#### TASK ITEM
Scan the entries below. Report each line where the string "edges" occurs.

#### DATA TO PROCESS
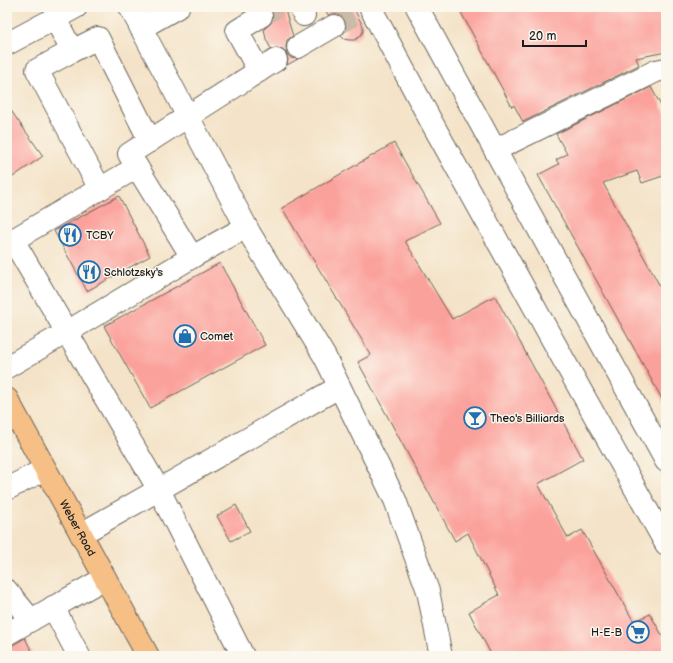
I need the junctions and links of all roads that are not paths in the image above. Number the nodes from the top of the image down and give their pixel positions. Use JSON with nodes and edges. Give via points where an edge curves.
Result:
{"nodes":[{"id":1,"x":76,"y":7,"type":"edge"},
{"id":2,"x":130,"y":7,"type":"edge"},
{"id":3,"x":178,"y":7,"type":"edge"},
{"id":4,"x":417,"y":7,"type":"edge"},
{"id":5,"x":365,"y":9,"type":"edge"},
{"id":6,"x":261,"y":16,"type":"tunnel mouth"},
{"id":7,"x":55,"y":18,"type":"junction"},
{"id":8,"x":141,"y":28,"type":"junction"},
{"id":9,"x":7,"y":44,"type":"edge"},
{"id":10,"x":72,"y":51,"type":"junction"},
{"id":11,"x":666,"y":69,"type":"edge"},
{"id":12,"x":188,"y":117,"type":"junction"},
{"id":13,"x":150,"y":141,"type":"junction"},
{"id":14,"x":495,"y":150,"type":"junction"},
{"id":15,"x":137,"y":167,"type":"junction"},
{"id":16,"x":100,"y":189,"type":"junction"},
{"id":17,"x":246,"y":227,"type":"junction"},
{"id":18,"x":192,"y":257,"type":"junction"},
{"id":19,"x":14,"y":259,"type":"edge"},
{"id":20,"x":67,"y":332,"type":"junction"},
{"id":21,"x":7,"y":367,"type":"edge"},
{"id":22,"x":339,"y":387,"type":"junction"},
{"id":23,"x":7,"y":399,"type":"edge"},
{"id":24,"x":666,"y":462,"type":"edge"},
{"id":25,"x":45,"y":469,"type":"junction"},
{"id":26,"x":7,"y":489,"type":"edge"},
{"id":27,"x":159,"y":490,"type":"junction"},
{"id":28,"x":81,"y":534,"type":"junction"},
{"id":29,"x":666,"y":544,"type":"edge"},
{"id":30,"x":105,"y":578,"type":"junction"},
{"id":31,"x":7,"y":591,"type":"edge"},
{"id":32,"x":53,"y":607,"type":"junction"},
{"id":33,"x":31,"y":620,"type":"junction"},
{"id":34,"x":7,"y":634,"type":"edge"},
{"id":35,"x":79,"y":656,"type":"edge"},
{"id":36,"x":148,"y":656,"type":"edge"},
{"id":37,"x":243,"y":656,"type":"edge"},
{"id":38,"x":441,"y":656,"type":"edge"}],
"edges":[{"from":1,"to":7,"type":"street"},
{"from":2,"to":8,"type":"street"},
{"from":3,"to":8,"type":"street"},
{"from":4,"to":14,"type":"street"},
{"from":5,"to":29,"type":"street"},
{"from":6,"to":12,"type":"street","via":[[237,31],[268,65]]},
{"from":7,"to":9,"type":"street"},
{"from":7,"to":10,"type":"street"},
{"from":8,"to":12,"type":"street"},
{"from":10,"to":13,"type":"street","via":[[98,38]]},
{"from":10,"to":16,"type":"street","via":[[37,70]]},
{"from":11,"to":14,"type":"street","via":[[656,71]]},
{"from":12,"to":13,"type":"street"},
{"from":12,"to":17,"type":"street"},
{"from":13,"to":15,"type":"street","via":[[129,154]]},
{"from":14,"to":24,"type":"street"},
{"from":15,"to":16,"type":"street"},
{"from":15,"to":18,"type":"street"},
{"from":16,"to":19,"type":"street","via":[[14,240]]},
{"from":17,"to":18,"type":"street"},
{"from":17,"to":22,"type":"street","via":[[322,353]]},
{"from":18,"to":20,"type":"street"},
{"from":19,"to":20,"type":"street"},
{"from":20,"to":21,"type":"street"},
{"from":20,"to":27,"type":"street"},
{"from":22,"to":27,"type":"street"},
{"from":22,"to":38,"type":"street","via":[[395,500],[428,591]]},
{"from":23,"to":25,"type":"main road","name":"Weber Road"},
{"from":25,"to":26,"type":"street"},
{"from":25,"to":28,"type":"main road","name":"Weber Road"},
{"from":27,"to":28,"type":"street"},
{"from":27,"to":37,"type":"street"},
{"from":28,"to":30,"type":"main road","name":"Weber Road"},
{"from":30,"to":32,"type":"street"},
{"from":30,"to":36,"type":"main road","name":"Weber Road"},
{"from":31,"to":33,"type":"street"},
{"from":32,"to":33,"type":"street"},
{"from":32,"to":35,"type":"street"},
{"from":33,"to":34,"type":"street"}]}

#### RESPONSE BOX
I need the junctions and links of all roads that are not paths in the image above. Number the nodes from the top of the image down and give their pixel positions. Use JSON with nodes and edges. Give via points where an edge curves.
"edges":[{"from":1,"to":7,"type":"street"},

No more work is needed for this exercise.